Por: Redação Lestenews.

A pesquisa eleitoral divulgada pelo instituto AtlasIntel, realizada entre os dias 08 e 13 de maio de 2026, passou a ser alvo de fortes questionamentos por parte da opinião pública maranhense após a divulgação dos números que apontaram vantagem do ex-prefeito de São Luís, Eduardo Braide, na disputa pelo Governo do Maranhão.

Segundo os dados apresentados pelo próprio instituto, apenas 1.180 pessoas responderam ao questionário aplicado em todo o estado do Maranhão. O número chamou atenção principalmente pelo fato de o Maranhão possuir atualmente cerca de 5.180.738 eleitores aptos a votar, o que coloca o numero de entrevistados de apenas 0,03% do total do eleitorado maranhense participou do levantamento.

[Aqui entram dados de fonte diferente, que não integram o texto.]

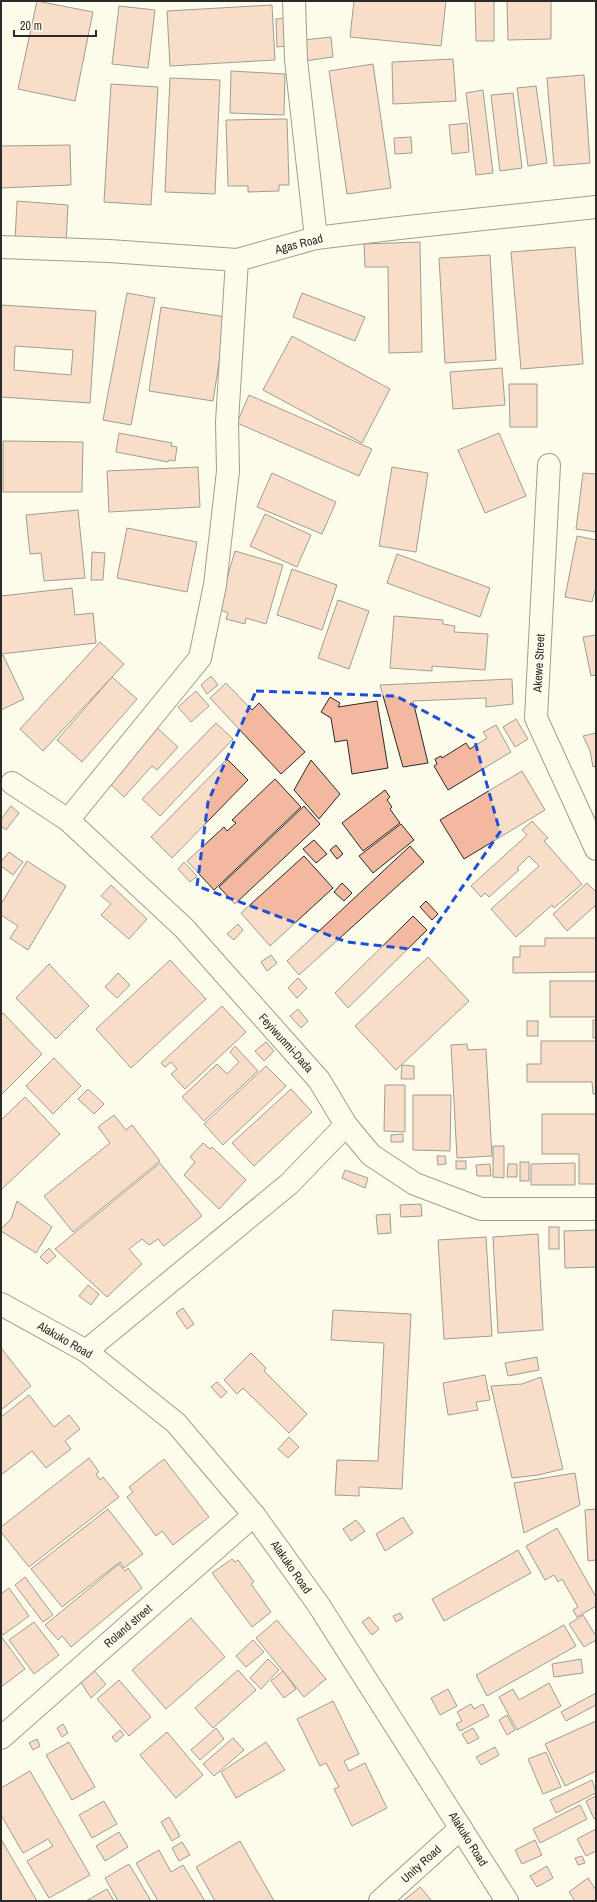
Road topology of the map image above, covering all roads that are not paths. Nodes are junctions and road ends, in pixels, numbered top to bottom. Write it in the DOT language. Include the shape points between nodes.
graph roads {
  1 [pos="294,1"];
  2 [pos="596,207"];
  3 [pos="316,238"];
  4 [pos="1,247"];
  5 [pos="237,260"];
  6 [pos="549,465"];
  7 [pos="12,783"];
  8 [pos="68,820"];
  9 [pos="596,849"];
  10 [pos="346,1125"];
  11 [pos="596,1209"];
  12 [pos="1,1304"];
  13 [pos="86,1351"];
  14 [pos="254,1515"];
  15 [pos="1,1738"];
  16 [pos="462,1828"];
  17 [pos="380,1901"];
  18 [pos="507,1901"];
  1 -- 3 [label="street" via="296,60"];
  2 -- 3 [label="street, Agas Road"];
  3 -- 5 [label="street, Agas Road"];
  4 -- 5 [label="street, Agas Road"];
  5 -- 8 [label="street" via="227,422 228,470 215,585 200,658"];
  6 -- 9 [label="street, Akewe Street" via="536,718"];
  7 -- 8 [label="street, Feyiwunmi-Dada"];
  8 -- 10 [label="street, Feyiwunmi-Dada" via="184,928 319,1080"];
  10 -- 11 [label="street, Feyiwunmi-Dada" via="372,1155 415,1184 481,1209"];
  10 -- 13 [label="street" via="289,1184"];
  12 -- 13 [label="street, Alakuko Road"];
  13 -- 14 [label="street, Alakuko Road" via="176,1423"];
  14 -- 15 [label="street, Roland street"];
  14 -- 16 [label="street, Alakuko Road" via="318,1604"];
  16 -- 17 [label="street, Unity Road"];
  16 -- 18 [label="street, Alakuko Road"];
}
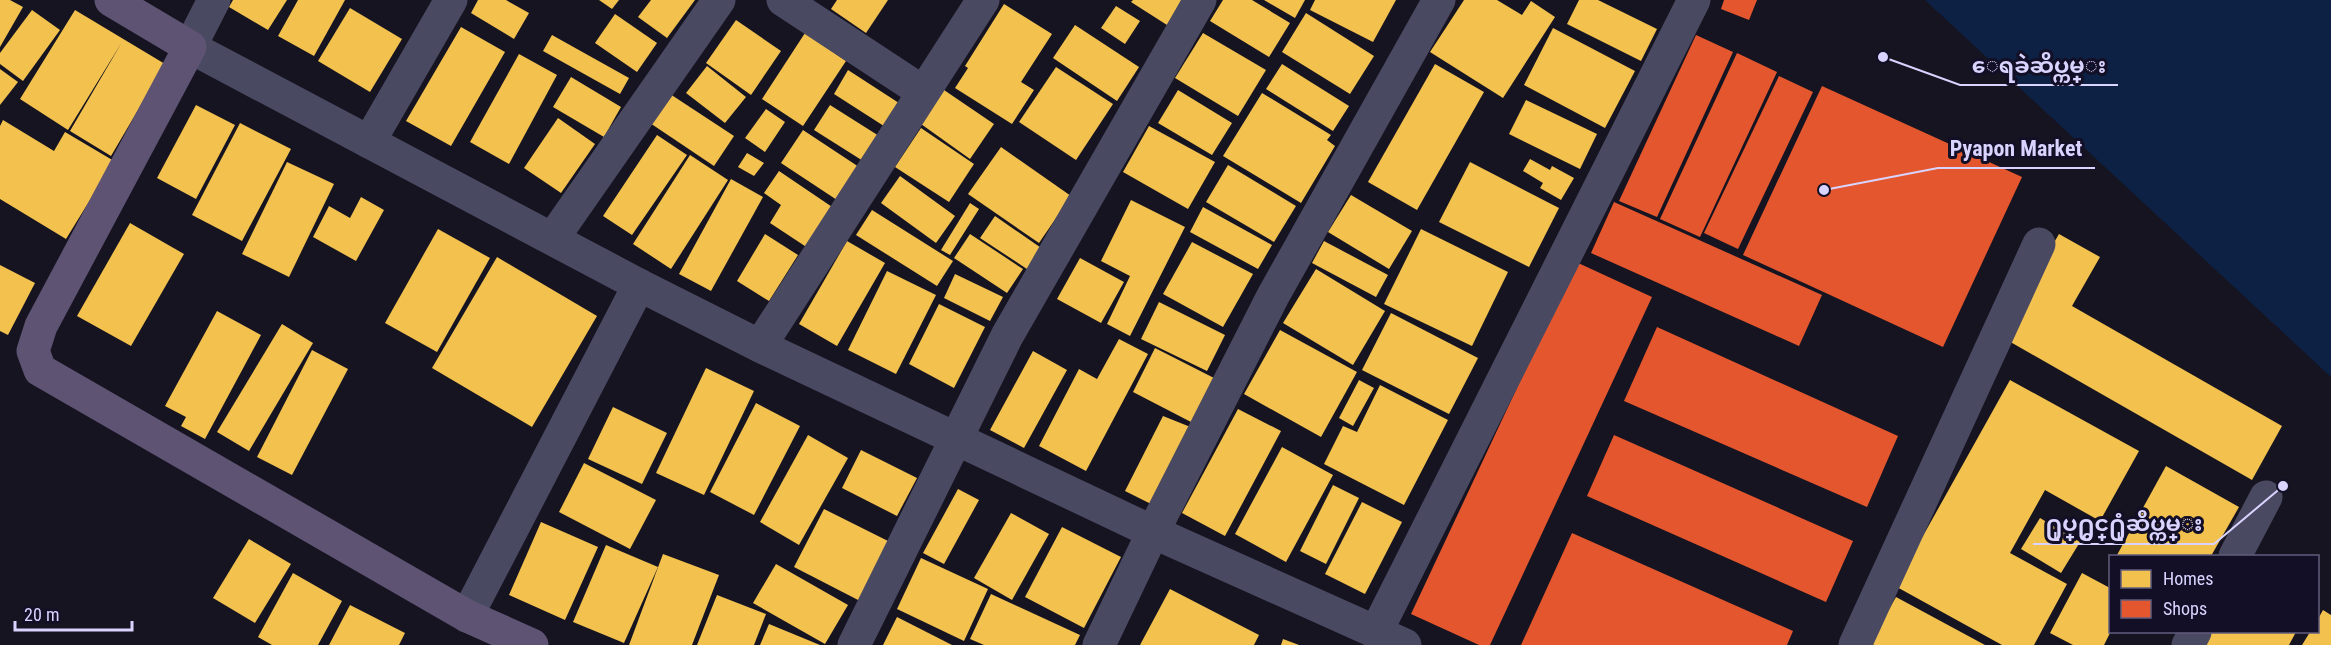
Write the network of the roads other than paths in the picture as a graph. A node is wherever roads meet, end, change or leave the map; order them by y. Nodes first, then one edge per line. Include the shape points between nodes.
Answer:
1 (111, 0) edge
2 (214, 0) edge
3 (450, 0) edge
4 (719, 0) edge
5 (783, 0) edge
6 (983, 0) edge
7 (1200, 0) edge
8 (1439, 0) edge
9 (1694, 0) edge
10 (190, 47) junction
11 (923, 92) junction
12 (369, 142) junction
13 (553, 238) junction
14 (2039, 244) dead end
15 (639, 285) junction
16 (760, 346) junction
17 (955, 440) junction
18 (2266, 497) dead end
19 (1153, 532) junction
20 (2236, 555) edge
21 (467, 616) junction
22 (1390, 639) edge
23 (532, 645) edge
24 (854, 645) edge
25 (1099, 645) edge
26 (1855, 645) edge

1 - 10 main road
2 - 10 street
3 - 12 street
4 - 13 street
5 - 11 street
6 - 11 street
7 - 17 street via 1007,336
8 - 19 street via 1273,296
9 - 22 street
10 - 12 street
10 - 21 main road via 41,326 33,351 40,370
11 - 16 street
12 - 13 street
13 - 15 street
14 - 26 street
15 - 16 street
15 - 21 street
16 - 17 street
17 - 19 street
17 - 24 street
18 - 20 street
19 - 22 street
19 - 25 street
21 - 23 main road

Para o estatístico e presidente do Instituto Aferrir, em Brasília-DF, professor Carlos Henrique, os números apresentados podem não atender aos critérios mínimos recomendados para pesquisas de grande alcance populacional, principalmente diante da baixa distribuição amostral em diversos municípios do estado.

Especialistas em estatística eleitoral costumam utilizar parâmetros metodológicos recomendados pela Associação Brasileira de Empresas de Pesquisa (ABEP) e também critérios técnicos observados pelo IBGE e pelo Tribunal Superior Eleitoral (TSE) para garantir equilíbrio amostral, proporcionalidade regional e confiabilidade estatística em levantamentos de opinião pública.

Um dos pontos que mais geraram estranheza foi a distribuição considerada extremamente reduzida de entrevistados em cidades importantes do Maranhão. Em Timon, por exemplo, município com mais de 100 mil eleitores, os dados divulgados pela própria AtlasIntel apontam que apenas 12 pessoas teriam sido entrevistadas.

Em Imperatriz, segunda maior cidade do Maranhão, o número também foi considerado baixo diante do tamanho da população eleitoral. Segundo o relatório, foram registrados apenas 50 entrevistados entre zona urbana e rural.

Já em municípios como Parnarama, os números chegam a ser ainda menores, com apenas dois entrevistados registrados no relatório oficial da pesquisa.

A divergência na distribuição regional dos entrevistados, somada ao número considerado muito reduzido de participantes em diversos municípios estratégicos do Maranhão, passou a alimentar suspeitas sobre uma possível manipulação estatística dos dados apresentados pelo instituto.

    

Outro ponto que também passou a chamar atenção foi o custo declarado da pesquisa, estimado em aproximadamente R$ 75 mil, sem identificação clara do contratante e sem apresentação pública de documentos fiscais relacionados ao faturamento dos serviços.

Nos bastidores políticos e nas redes sociais, a opinião pública segue sem compreender como um instituto com sede em São Paulo teria realizado uma pesquisa eleitoral em praticamente todo o território maranhense com despesas operacionais elevadas, sem que houvesse transparência suficiente sobre quem teria financiado o levantamento.

Apesar das críticas e questionamentos levantados após a divulgação do estudo, a pesquisa permanece registrada junto ao Tribunal Superior Eleitoral sob os números MA-09846/2026 e BR-07192/2026.